By Lana Michelin – Red Deer Advocate
Published: May 15, 2012 8:46 AM
People in 12 Canadian cities can soon see a powerful play about human trafficking written by Red Deer playwright Andrew Kooman.
She has A Name opened to positive reviews and sold-out houses in Calgary and Red Deer in February 2011 and is now being prepped for a cross-country tour that starts on May 23 in Lethbridge.
The drama about an abducted young woman who is forced into the sex trade in Bangkok, Thailand, is also slated to run in Saskatoon, Ottawa, Montreal, Halifax, Winnipeg, Calgary, Victoria, Vancouver, Kelowna and Edmonton, before ending with Oct. 2 to 6 performances at the Scott Block in downtown Red Deer.
Audience reaction was so positive after the initial run that Kooman said a tour was organized to allow more people to see it. “We sold out every show and at some we were turning away 20 to 30 people at the door, so we thought, something is happening here . . . we’ve got to bring this to more communities.”
The cross-Canada tour, made possible after nearly $100,000 was raised from business sponsors, church groups and private donors, is exciting and is “definitely going to be an adventure,” predicted Kooman, who’s planning panel discussions involving experts on human trafficking.
He will participate in an Ottawa panel with Kildonan-St.

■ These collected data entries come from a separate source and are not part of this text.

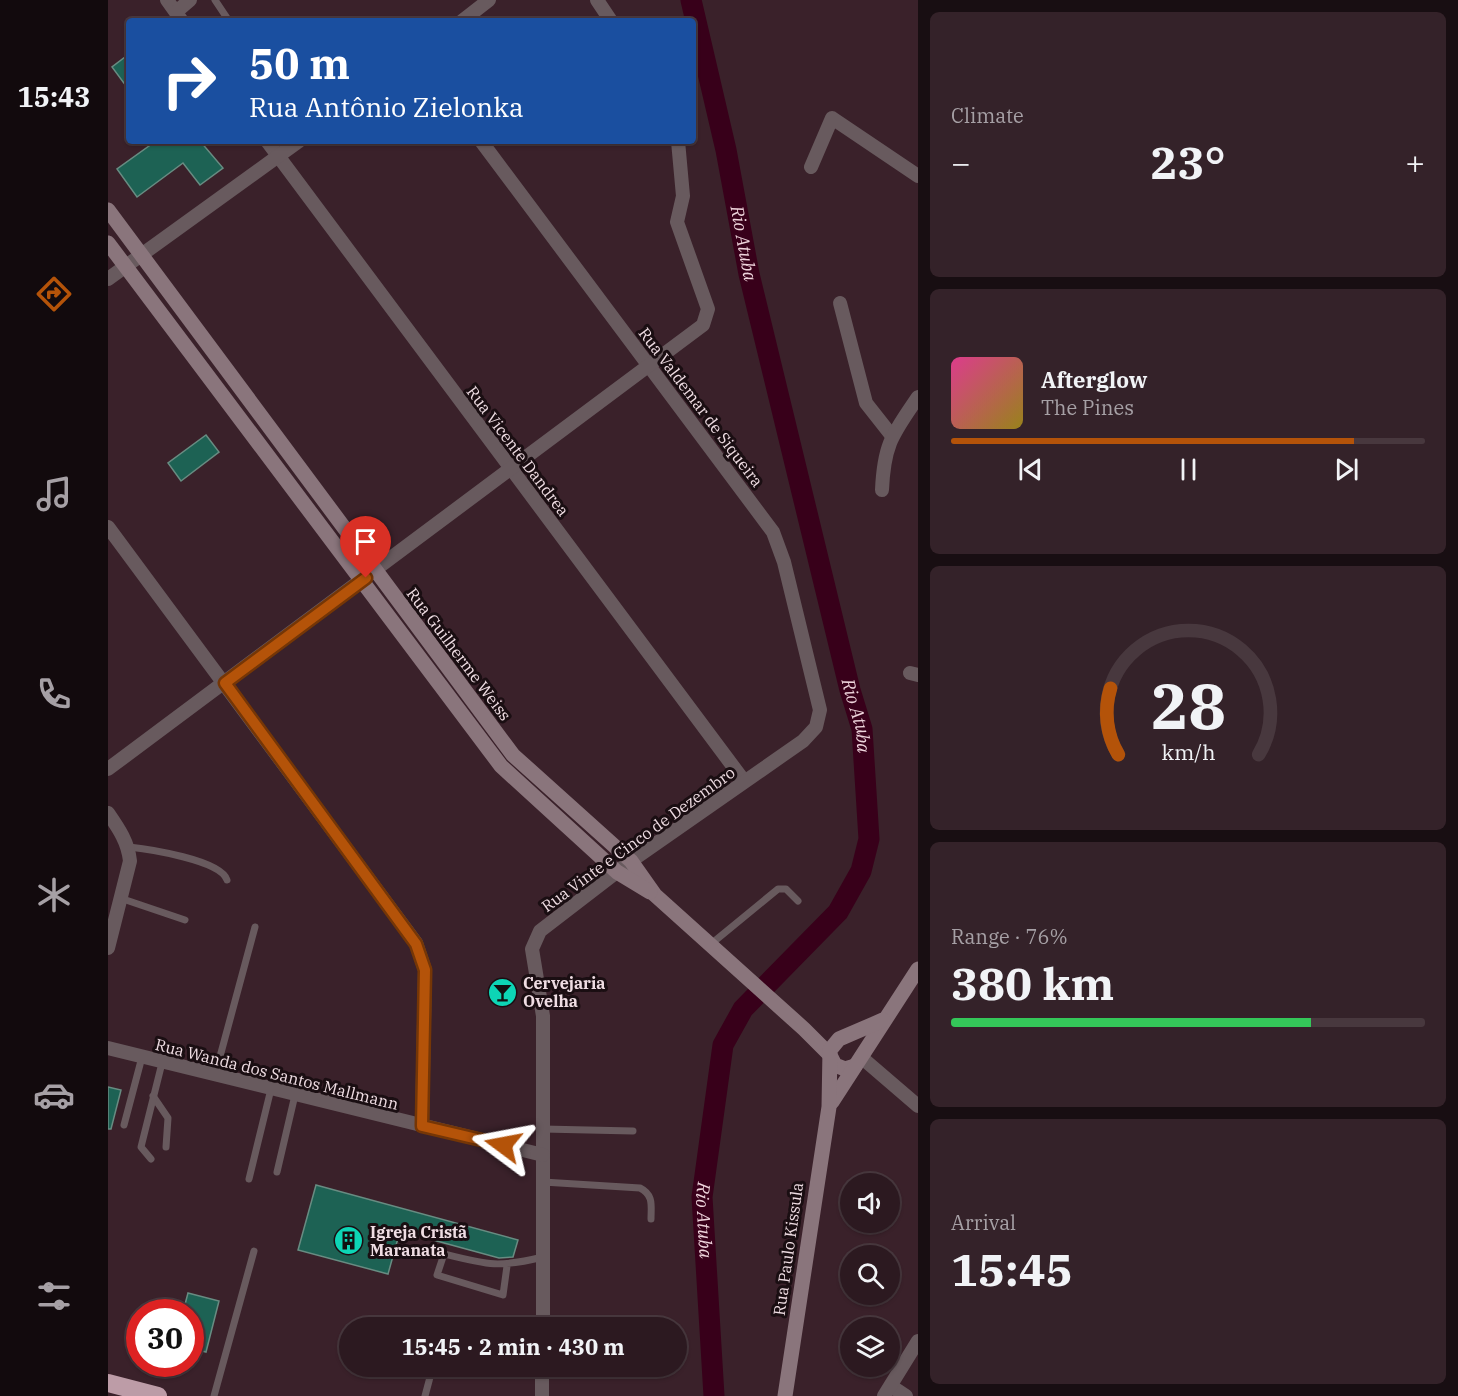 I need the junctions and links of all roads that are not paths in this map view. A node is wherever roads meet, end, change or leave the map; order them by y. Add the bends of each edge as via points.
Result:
1 (167, 0) edge
2 (190, 0) edge
3 (216, 0) edge
4 (489, 0) edge
5 (599, 1) edge
6 (179, 16) edge
7 (227, 18) edge
8 (466, 18) edge
9 (609, 18) edge
10 (269, 144) edge
11 (294, 144) edge
12 (483, 144) edge
13 (678, 144) edge
14 (278, 156) junction
15 (811, 166) dead end
16 (918, 177) edge
17 (108, 210) edge
18 (108, 243) edge
19 (140, 254) junction
20 (125, 266) junction
21 (108, 279) edge
22 (840, 303) dead end
23 (651, 366) junction
24 (918, 397) edge
25 (892, 436) junction
26 (512, 470) junction
27 (882, 490) dead end
28 (108, 527) edge
29 (375, 572) junction
30 (361, 582) junction
31 (225, 683) junction
32 (816, 728) joint
33 (108, 768) edge
34 (744, 781) junction
35 (108, 813) edge
36 (129, 848) junction
37 (631, 861) junction
38 (617, 872) junction
39 (227, 880) dead end
40 (655, 895) junction
41 (120, 898) junction
42 (798, 901) dead end
43 (185, 920) dead end
44 (255, 927) dead end
45 (710, 946) junction
46 (108, 948) edge
47 (918, 969) edge
48 (883, 1020) junction
49 (799, 1025) junction
50 (844, 1037) junction
51 (108, 1048) edge
52 (830, 1056) junction
53 (142, 1058) junction
54 (858, 1061) junction
55 (162, 1062) junction
56 (215, 1076) junction
57 (271, 1089) junction
58 (295, 1095) junction
59 (153, 1096) junction
60 (918, 1106) edge
61 (829, 1107) junction
62 (124, 1125) dead end
63 (422, 1126) junction
64 (543, 1129) junction
65 (633, 1131) dead end
66 (165, 1147) dead end
67 (543, 1155) junction
68 (151, 1159) dead end
69 (277, 1172) dead end
70 (249, 1179) dead end
71 (543, 1182) junction
72 (651, 1219) dead end
73 (254, 1251) dead end
74 (543, 1257) junction
75 (507, 1266) junction
76 (544, 1317) edge
77 (918, 1341) edge
78 (430, 1377) edge
79 (542, 1377) edge
80 (108, 1383) edge
81 (888, 1391) edge
82 (158, 1396) edge
83 (214, 1396) edge
84 (425, 1396) edge
85 (542, 1396) edge
86 (785, 1396) edge
87 (906, 1396) edge

1 - 6 street
2 - 6 street
3 - 7 lane
4 - 8 street
5 - 9 street
10 - 14 street, Rua Vicente Dandrea
11 - 14 street
12 - 23 street, Rua Valdemar de Siqueira
13 - 23 street via 683,196 677,222 708,309 703,326
14 - 19 street
14 - 26 street, Rua Vicente Dandrea
15 - 16 street via 832,118
17 - 19 street, Rua Guilherme Weiss
18 - 20 street, Rua Guilherme Weiss
19 - 20 street
19 - 29 street, Rua Guilherme Weiss
20 - 21 street
20 - 30 street, Rua Guilherme Weiss
22 - 25 street via 866,403
23 - 26 street
23 - 32 street, Rua Valdemar de Siqueira via 773,532 820,710
24 - 25 street
25 - 27 street via 883,458
26 - 29 street
26 - 34 street, Rua Vicente Dandrea
28 - 31 street
29 - 30 street
29 - 37 street, Rua Guilherme Weiss via 513,755
30 - 31 street
30 - 38 street, Rua Guilherme Weiss via 501,766
31 - 33 street
31 - 63 street via 416,944 425,970
32 - 34 street, Rua Vinte e Cinco de Dezembro
34 - 37 street, Rua Vinte e Cinco de Dezembro
35 - 36 street
36 - 39 lane via 203,863 219,869
36 - 41 street via 130,861
37 - 38 street, Rua Vinte e Cinco de Dezembro
37 - 40 street, Rua Guilherme Weiss
38 - 40 street, Rua Guilherme Weiss
38 - 64 street, Rua Vinte e Cinco de Dezembro via 540,931 534,940 543,1016
40 - 45 street, Rua Guilherme Weiss
41 - 43 lane
41 - 46 street
42 - 45 lane via 786,890 778,890
44 - 56 lane
45 - 49 street, Rua Guilherme Weiss
47 - 48 street, Rua Paulo Kissula
48 - 50 street
48 - 54 street, Rua Paulo Kissula
49 - 50 street
49 - 52 street, Rua Guilherme Weiss
50 - 52 street via 835,1041
50 - 54 street via 858,1043
51 - 53 street, Rua Wanda dos Santos Mallmann
52 - 54 street via 840,1068
52 - 61 street, Rua Paulo Kissula
53 - 55 street, Rua Wanda dos Santos Mallmann
53 - 62 lane
54 - 60 street
54 - 61 street, Rua Paulo Kissula
55 - 56 street, Rua Wanda dos Santos Mallmann
55 - 59 lane
56 - 57 street, Rua Wanda dos Santos Mallmann
57 - 58 street, Rua Wanda dos Santos Mallmann
57 - 70 lane
58 - 63 street, Rua Wanda dos Santos Mallmann
58 - 69 lane
59 - 66 lane via 168,1118
59 - 68 lane via 141,1147
61 - 86 street, Rua Paulo Kissula
63 - 67 street, Rua Wanda dos Santos Mallmann
64 - 65 lane
64 - 67 street, Rua Vinte e Cinco de Dezembro
67 - 71 street, Rua Vinte e Cinco de Dezembro
71 - 72 lane via 640,1188 651,1198
71 - 74 street, Rua Vinte e Cinco de Dezembro
73 - 83 lane
74 - 75 lane
74 - 76 street, Rua Vinte e Cinco de Dezembro
75 - 75 lane via 444,1254 437,1275 503,1295
77 - 81 street
78 - 84 lane
79 - 85 street
80 - 82 highway
81 - 87 street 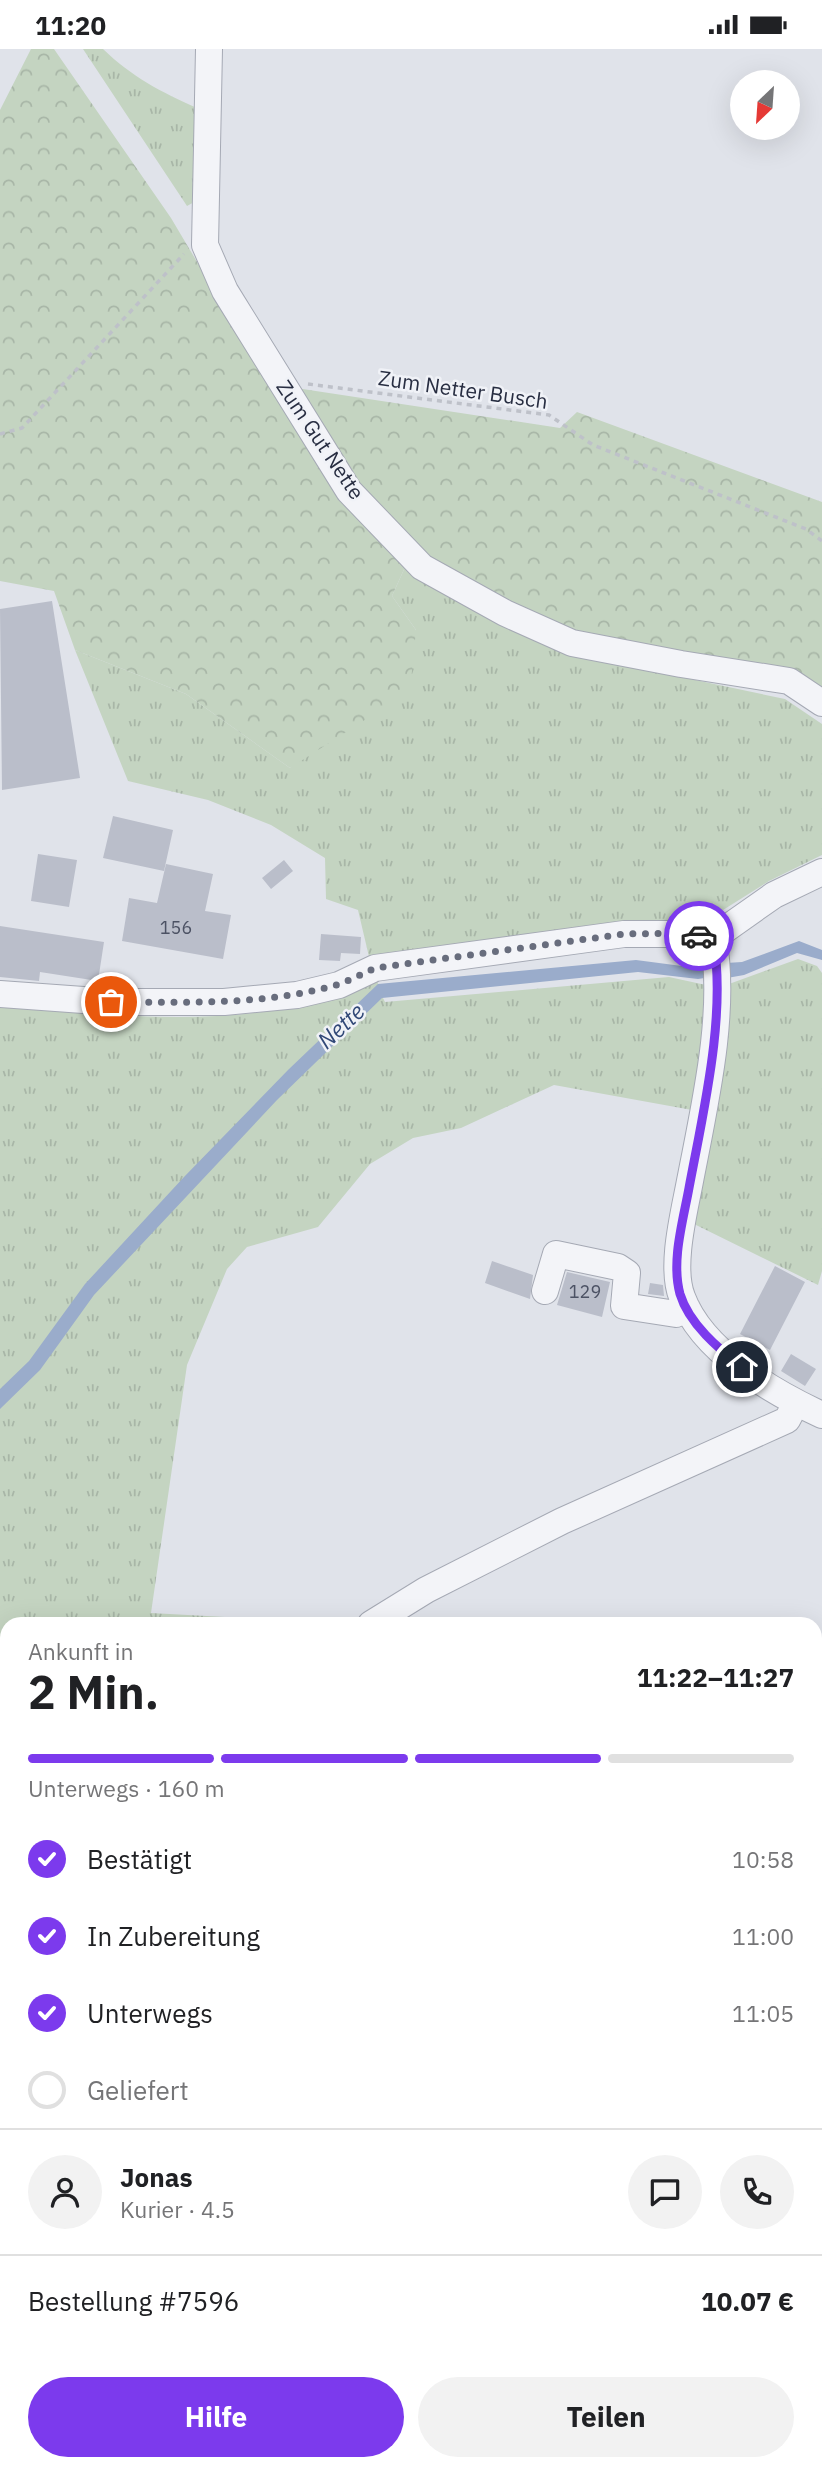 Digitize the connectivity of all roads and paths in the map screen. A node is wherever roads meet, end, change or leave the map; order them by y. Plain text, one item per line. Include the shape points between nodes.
1 (209, 49) edge
2 (205, 245) junction
3 (283, 386) junction
4 (0, 434) edge
5 (822, 541) edge
6 (822, 703) edge
7 (822, 872) edge
8 (714, 946) junction
9 (0, 994) edge
10 (545, 1291) dead end
11 (687, 1308) junction
12 (796, 1403) junction
13 (822, 1415) edge
14 (382, 1617) edge

1 - 2 street, Zum Gut Nette
2 - 3 street, Zum Gut Nette via 225,291
2 - 4 path via 185,253 22,428
3 - 5 path, Zum Netter Busch via 289,381 549,415 593,445 806,529
3 - 6 street, Zum Gut Nette via 349,491 422,567 572,643 789,681
7 - 8 street via 774,895
8 - 9 street via 686,933 624,934 375,968 339,985 297,995 224,1002 111,1002
8 - 11 street via 717,1001 708,1082 679,1239 678,1280
10 - 11 street via 556,1254 627,1273 624,1306 676,1314
11 - 12 street via 723,1352
12 - 13 street
12 - 14 street via 787,1420 562,1521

Paul MP Joy Smith, who presented a private member’s bill that was unanimously passed by the House of Commons in 2007. It called on Parliament to condemn the trafficking of women and children across international borders for the purposes of sexual exploitation and to adopt a comprehensive strategy to combat human trafficking worldwide.
Kooman was volunteering overseas with a non-profit agency when he attended a conference of sex trafficking that deeply shocked him.
“It caught me by surprise that five-year-olds were forced to service johns up to 20 times a day. . . . It really rattled me, and I had to either do something about it or I had to turn the other way.”
Kooman said he chose to write a play to draw more public awareness. But the drama that’s headed out on tour is significantly different than the one that premiered in Alberta last year.
The play still concerns a Western human rights lawyer named Jason, who tries to save a teenage girl held captive in a Bangkok bordello by getting her to testify against her abductors. The teenager, who is forced to service clients, has lost everything — her freedom, family, home — and even her name. Known only as No. 18, she initially doubts and then desperately wants to believe Jason’s promises of rescue.
The action is narrated, or “haunted” by four voices — the spirits of female victims who did not survive the sex trade. The voices obsess Jason’s dreams and consume the mind of No. 18.
Kooman said he made changes, particularly to the exchanges between Jason and his employer, saying, “scenes with his boss are more dynamic and exciting.”
But he believes She Has A Name retains the emotional quality that resonated with audiences. Despite harrowing subject matter, the play is “palatable,” in that it shocks, without being so disturbing that no one wants to recommend it to others.
“It brings you to the edge without pushing you over,” added the playwright, who had to walk a fine line in what he could depict on stage.
The lead roles will be played by Vancouver actors Evelyn Chew and Carl Kennedy, and the play will be directed by Calgary’s Stephen Waldschmidt.
Audience members who want to take personal action will be directed to the websites of several non-profit organizations through the playbill. One of them will be Kooman’s group, Raise Their Voice, which recently partnered with Lacombe charity A Better World to offer programs to help former sex workers in Thailand find a new life.